- _What is needed_
Which lines in the records below contain the word "Northeast"? Copy each one.

(Records from a data collection)

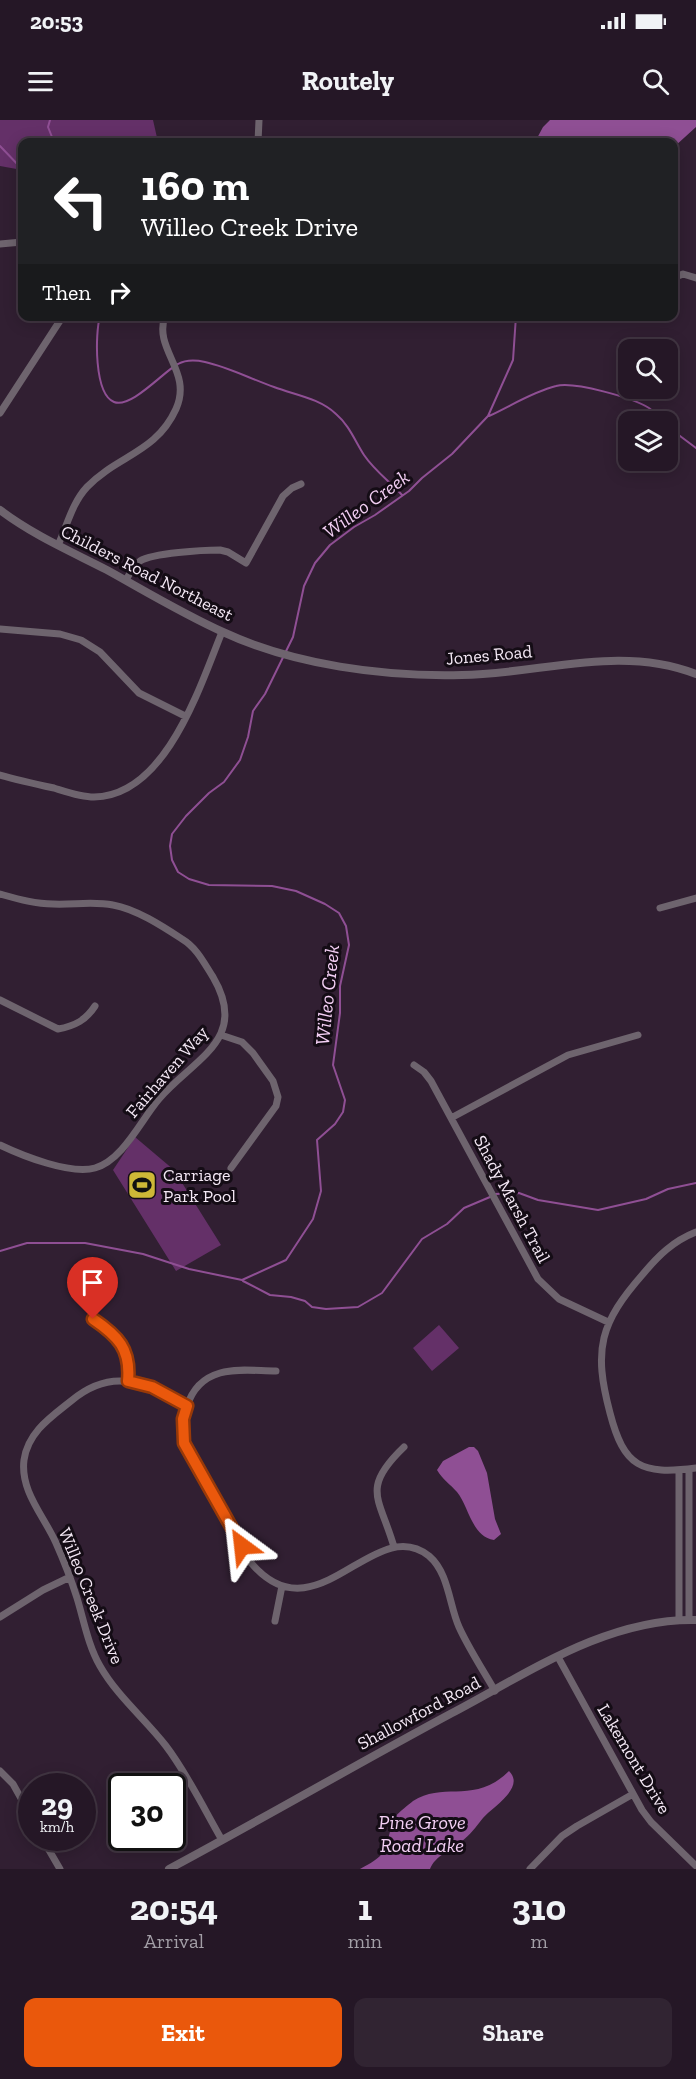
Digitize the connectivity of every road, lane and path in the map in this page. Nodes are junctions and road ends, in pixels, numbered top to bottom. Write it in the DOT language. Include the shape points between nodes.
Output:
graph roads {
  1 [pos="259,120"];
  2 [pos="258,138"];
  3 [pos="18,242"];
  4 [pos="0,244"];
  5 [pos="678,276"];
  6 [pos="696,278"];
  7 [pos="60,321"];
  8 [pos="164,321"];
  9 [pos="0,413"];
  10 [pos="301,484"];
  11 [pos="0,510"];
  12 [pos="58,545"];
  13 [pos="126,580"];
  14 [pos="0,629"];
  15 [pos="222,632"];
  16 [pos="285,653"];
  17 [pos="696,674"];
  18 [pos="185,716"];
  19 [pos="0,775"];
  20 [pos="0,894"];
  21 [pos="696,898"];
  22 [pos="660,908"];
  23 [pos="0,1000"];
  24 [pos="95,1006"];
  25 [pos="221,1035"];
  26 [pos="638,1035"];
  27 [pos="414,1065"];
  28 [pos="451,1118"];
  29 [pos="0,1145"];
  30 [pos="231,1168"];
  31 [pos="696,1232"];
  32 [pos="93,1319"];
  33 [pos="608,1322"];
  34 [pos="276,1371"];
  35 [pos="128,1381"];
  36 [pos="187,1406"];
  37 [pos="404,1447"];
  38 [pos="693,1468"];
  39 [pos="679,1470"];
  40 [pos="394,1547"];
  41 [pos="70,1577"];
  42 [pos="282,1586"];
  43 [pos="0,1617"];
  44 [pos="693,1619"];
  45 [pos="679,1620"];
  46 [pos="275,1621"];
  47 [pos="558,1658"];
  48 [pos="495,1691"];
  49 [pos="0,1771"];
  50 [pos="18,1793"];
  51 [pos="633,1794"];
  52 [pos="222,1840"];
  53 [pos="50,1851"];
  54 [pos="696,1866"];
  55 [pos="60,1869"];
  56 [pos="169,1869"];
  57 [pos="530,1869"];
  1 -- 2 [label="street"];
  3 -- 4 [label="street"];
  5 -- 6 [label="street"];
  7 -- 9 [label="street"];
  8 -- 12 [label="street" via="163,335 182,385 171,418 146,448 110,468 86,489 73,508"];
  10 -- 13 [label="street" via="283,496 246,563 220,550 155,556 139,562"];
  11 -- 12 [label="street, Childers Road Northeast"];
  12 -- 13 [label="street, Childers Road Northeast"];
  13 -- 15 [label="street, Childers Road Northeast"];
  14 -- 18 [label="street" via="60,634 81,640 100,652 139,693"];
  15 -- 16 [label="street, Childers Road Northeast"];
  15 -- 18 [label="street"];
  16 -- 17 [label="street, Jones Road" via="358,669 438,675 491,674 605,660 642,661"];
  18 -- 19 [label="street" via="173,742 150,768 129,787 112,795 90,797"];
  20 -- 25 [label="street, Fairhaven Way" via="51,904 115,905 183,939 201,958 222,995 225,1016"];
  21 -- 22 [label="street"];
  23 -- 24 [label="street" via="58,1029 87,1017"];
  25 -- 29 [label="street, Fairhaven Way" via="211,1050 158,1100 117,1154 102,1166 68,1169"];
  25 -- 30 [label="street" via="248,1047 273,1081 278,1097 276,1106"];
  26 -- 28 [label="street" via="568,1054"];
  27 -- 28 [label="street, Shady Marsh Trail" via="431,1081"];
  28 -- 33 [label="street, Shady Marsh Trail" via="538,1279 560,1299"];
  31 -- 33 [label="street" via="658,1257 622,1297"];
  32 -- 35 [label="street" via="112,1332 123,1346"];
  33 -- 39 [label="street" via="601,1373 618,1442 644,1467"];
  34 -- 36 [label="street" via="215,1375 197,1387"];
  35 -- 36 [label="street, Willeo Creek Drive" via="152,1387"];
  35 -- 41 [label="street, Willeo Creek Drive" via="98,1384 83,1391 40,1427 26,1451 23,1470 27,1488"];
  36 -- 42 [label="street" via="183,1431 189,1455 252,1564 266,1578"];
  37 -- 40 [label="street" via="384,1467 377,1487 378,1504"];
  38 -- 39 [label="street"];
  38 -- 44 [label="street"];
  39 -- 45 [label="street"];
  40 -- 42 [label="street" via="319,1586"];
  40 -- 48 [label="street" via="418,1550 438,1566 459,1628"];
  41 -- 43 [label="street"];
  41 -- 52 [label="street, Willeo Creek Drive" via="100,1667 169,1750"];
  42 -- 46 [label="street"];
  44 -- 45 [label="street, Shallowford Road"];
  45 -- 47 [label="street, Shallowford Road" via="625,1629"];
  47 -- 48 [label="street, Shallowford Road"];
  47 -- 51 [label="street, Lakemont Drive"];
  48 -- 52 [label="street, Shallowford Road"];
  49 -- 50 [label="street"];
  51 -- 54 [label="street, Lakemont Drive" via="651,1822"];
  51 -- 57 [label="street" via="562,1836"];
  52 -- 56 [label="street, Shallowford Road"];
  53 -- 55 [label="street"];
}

- _Response for this exercise_
  11 -- 12 [label="street, Childers Road Northeast"];
  12 -- 13 [label="street, Childers Road Northeast"];
  13 -- 15 [label="street, Childers Road Northeast"];
  15 -- 16 [label="street, Childers Road Northeast"];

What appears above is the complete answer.